System management is a difficult task. Systems management generally includes enterprise-wide administration of distributed computer systems, and may involve one or more of the following tasks: managing hardware inventories, server availability monitoring and metrics, software inventory and installation, anti-virus and anti-malware management, user activity monitoring, capacity monitoring, security management, storage management and network capacity and utilization monitoring.
However, software failures are commonplace as computer systems become larger and more complex. Detection and diagnosis of software errors is a major administration cost, especially in server farm or data center environments where problems often go undetected.

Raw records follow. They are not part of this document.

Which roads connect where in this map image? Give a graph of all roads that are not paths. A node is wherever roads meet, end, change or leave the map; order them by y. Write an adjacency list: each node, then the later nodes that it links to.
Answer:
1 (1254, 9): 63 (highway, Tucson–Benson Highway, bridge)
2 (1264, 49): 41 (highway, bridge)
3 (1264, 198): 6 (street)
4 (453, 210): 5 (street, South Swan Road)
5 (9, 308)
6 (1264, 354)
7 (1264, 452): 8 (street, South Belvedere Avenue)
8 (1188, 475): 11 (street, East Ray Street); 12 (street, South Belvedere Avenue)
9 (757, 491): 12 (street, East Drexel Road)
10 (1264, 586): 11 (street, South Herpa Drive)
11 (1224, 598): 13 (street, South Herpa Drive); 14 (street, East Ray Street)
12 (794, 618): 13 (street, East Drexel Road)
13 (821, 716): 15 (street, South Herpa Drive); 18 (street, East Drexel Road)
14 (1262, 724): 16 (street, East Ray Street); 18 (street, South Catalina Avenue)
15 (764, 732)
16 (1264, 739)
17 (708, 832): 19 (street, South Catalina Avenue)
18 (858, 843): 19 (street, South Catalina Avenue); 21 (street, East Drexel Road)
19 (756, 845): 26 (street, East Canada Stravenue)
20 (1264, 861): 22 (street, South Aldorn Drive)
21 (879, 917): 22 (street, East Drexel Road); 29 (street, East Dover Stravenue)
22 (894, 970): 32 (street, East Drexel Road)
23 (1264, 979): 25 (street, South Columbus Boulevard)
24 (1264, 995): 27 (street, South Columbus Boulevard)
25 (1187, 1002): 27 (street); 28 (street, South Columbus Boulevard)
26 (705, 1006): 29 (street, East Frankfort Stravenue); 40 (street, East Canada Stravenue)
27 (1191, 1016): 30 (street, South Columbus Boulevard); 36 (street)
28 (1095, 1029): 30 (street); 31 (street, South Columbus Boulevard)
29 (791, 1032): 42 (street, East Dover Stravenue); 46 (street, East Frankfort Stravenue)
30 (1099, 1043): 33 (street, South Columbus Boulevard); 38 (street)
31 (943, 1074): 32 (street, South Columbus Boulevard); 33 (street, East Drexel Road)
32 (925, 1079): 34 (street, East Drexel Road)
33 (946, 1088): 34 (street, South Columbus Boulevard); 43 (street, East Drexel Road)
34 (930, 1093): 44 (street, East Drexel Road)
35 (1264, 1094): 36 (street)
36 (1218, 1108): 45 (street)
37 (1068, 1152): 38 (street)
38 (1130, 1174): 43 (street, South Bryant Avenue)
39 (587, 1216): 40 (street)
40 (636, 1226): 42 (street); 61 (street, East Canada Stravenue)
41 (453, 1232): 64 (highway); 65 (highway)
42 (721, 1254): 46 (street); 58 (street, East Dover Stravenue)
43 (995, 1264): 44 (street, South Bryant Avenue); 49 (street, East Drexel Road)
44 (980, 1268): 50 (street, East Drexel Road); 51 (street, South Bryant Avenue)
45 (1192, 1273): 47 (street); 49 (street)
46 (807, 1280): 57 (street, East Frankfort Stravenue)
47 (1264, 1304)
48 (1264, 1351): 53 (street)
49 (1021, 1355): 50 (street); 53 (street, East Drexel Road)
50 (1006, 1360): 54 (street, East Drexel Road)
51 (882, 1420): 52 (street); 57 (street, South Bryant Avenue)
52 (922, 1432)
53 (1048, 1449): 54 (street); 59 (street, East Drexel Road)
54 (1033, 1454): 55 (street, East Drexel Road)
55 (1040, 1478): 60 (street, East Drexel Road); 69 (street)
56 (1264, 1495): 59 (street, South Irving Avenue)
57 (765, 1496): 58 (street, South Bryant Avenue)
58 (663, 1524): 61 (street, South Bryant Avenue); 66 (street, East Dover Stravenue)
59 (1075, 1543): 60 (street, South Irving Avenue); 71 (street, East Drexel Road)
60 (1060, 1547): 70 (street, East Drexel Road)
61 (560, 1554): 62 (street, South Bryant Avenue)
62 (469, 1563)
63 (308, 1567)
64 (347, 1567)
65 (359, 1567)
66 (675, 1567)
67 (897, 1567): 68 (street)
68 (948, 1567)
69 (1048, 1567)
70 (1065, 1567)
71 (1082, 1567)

Many software failures are caused by configuration errors. Such failures, or errors, can be triggered by a variety of reasons, including administrator mistakes, disk corruption, software bugs and malware. Since software configurations are persistent, configuration errors cannot be easily fixed with simple rebooting. Typical solutions involve prolonged manual troubleshooting sessions, or re-imaging the problematic machines, at the risk of losing data. The problem of managing software configurations in a large data center with tens to hundreds of thousands machines is even more costly due to the large number of computers and their diverse applications and workloads.
While several approaches have attempted to automate configuration error troubleshooting, they all rely on administrators or other users to detect the symptoms of errors in the first place. However, such manual detection is unreliable. To list a few examples, inexperienced users may not correlate the application failures they are experiencing with configuration errors; in a data center environment, administrators cannot afford to simultaneously monitor thousands of machines; in the worst case, a user may never notice anything on the surface, while her machine's underlying security policy leaves doors wide open to attackers. As a result, a user may detect a configuration error only after a long delay, when severe damage has already been done, making it impossible to recover the badly corrupted machine state.
Improved techniques are need for troubleshooting configuration errors.